3. (Continued from Footnote 2) NGP X US Holdings disclaims beneficial ownership of these shares except to the extent of its pecuniary interest therein. NGP X Holdings GP (the sole general partner of NGP X US Holdings), NGP X (the sole member of NGP X Holdings GP), GFW X (the sole general partner of NGP X) and GFW X GP (the sole general partner of GFW X) may each be deemed to share voting and dispositive power over the reported shares and therefore may also be deemed to be the beneficial owner of these shares. GFW X GP has delegated full power and authority to manage NGP X US Holdings to NGP ECM and accordingly, NGP ECM may be deemed to share voting and dispositive power over these shares and therefore may also be deemed to be the beneficial owner of these shares. Each of WildHorse Investment Holdings, NGP X US Holdings, NGP X Holdings GP, NGP X, GFW X, GFW X GP and NGP ECM disclaims beneficial ownership of the reported securities in excess of its pecuniary interest therein.
4. In connection with the closing of the Issuer's initial public offering, WildHorse Holdings is expected to enter into the Stockholders' Agreement (the "Stockholders' Agreement"), pursuant to which, each of the parties thereto will agree, among other things, to cause the shares of Common Stock and any equity securities of the Issuer held by such party to be voted for the individuals properly designated by the parties to the Stockholders' Agreement for election to the Issuer's board of directors. As a result, the parties thereto may be deemed to be members of a group holding over 10% of the outstanding Common Stock of the Issuer for the purposes of Section 13(d)(3) of the Exchange Act (the "Group").
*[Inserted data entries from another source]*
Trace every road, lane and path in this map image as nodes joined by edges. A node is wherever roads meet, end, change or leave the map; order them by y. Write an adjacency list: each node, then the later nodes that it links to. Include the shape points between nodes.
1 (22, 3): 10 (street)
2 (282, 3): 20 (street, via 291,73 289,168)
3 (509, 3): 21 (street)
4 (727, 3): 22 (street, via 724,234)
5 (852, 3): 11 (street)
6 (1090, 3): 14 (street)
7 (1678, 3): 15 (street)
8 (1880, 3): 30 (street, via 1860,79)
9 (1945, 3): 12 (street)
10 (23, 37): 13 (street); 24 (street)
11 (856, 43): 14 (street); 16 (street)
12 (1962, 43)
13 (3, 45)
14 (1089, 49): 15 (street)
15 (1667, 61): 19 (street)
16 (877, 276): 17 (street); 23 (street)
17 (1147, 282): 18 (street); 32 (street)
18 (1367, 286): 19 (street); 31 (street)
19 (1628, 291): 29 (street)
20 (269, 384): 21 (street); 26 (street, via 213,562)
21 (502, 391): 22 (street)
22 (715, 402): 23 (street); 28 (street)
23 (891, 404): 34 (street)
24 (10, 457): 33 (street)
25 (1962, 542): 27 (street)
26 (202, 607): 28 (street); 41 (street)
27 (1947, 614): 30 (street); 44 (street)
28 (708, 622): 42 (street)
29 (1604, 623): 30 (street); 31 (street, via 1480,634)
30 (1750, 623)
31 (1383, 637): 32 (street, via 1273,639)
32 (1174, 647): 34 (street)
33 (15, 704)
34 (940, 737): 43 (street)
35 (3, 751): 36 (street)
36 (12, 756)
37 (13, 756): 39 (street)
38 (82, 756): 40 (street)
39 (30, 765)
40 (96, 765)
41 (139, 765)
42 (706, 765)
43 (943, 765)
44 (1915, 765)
5. WildHorse Holdings disclaims beneficial ownership of the shares of Common Stock held by the members of the Group, except to the extent of its pecuniary interest therein, and this statement shall not be construed as an admission that WildHorse Holdings is the beneficial owner of any such shares for purposes of Section 16 of the Exchange Act or for any other purpose.
Remarks:
Director by Deputization For purposes of Section 16 of the Securities Exchange Act of 1934, as amended, WildHorse Holdings may be deemed to be a director by deputization by virtue of the right of it to designate members of the Issuer's board of directors pursuant to the Stockholders' Agreement.
/s/ Tony R. Weber, Authorized Person of WHR Holdings, LLC 12/13/2016
/s/ Tony R. Weber, Authorized Person of WildHorse Investment Holdings, LLC 12/13/2016
/s/ Tony R. Weber, Authorized Person of NGP X Holdings GP, L.L.C., the general partner of NGP X US Holdings, L.P. 12/13/2016
/s/ Tony R. Weber, Authorized Person of NGP X Holdings GP, L.L.C. 12/13/2016
/s/ Tony R. Weber, Authorized Member of GFW X, L.L.C., the general partner of G.F.W. Energy X, L.P., the general partner of NGP Natural Resources X, L.P. 12/13/2016
/s/ Tony R. Weber, Authorized Member of GFW X, L.L.C., the general partner of G.F.W. Energy X, L.P. 12/13/2016
/s/ Tony R. Weber, Authorized Member of GFW X, L.L.C. 12/13/2016
/s/ Tony R. Weber, Chief Operating Officer of NGP Energy Capital Management, L.L.C. 12/13/2016
** Signature of Reporting Person Date
Reminder: Report on a separate line for each class of securities beneficially owned directly or indirectly.
* If the form is filed by more than one reporting person, see Instruction 5 (b)(v).
** Intentional misstatements or omissions of facts constitute Federal Criminal Violations See 18 U.S.C. 1001 and 15 U.S.C. 78ff(a).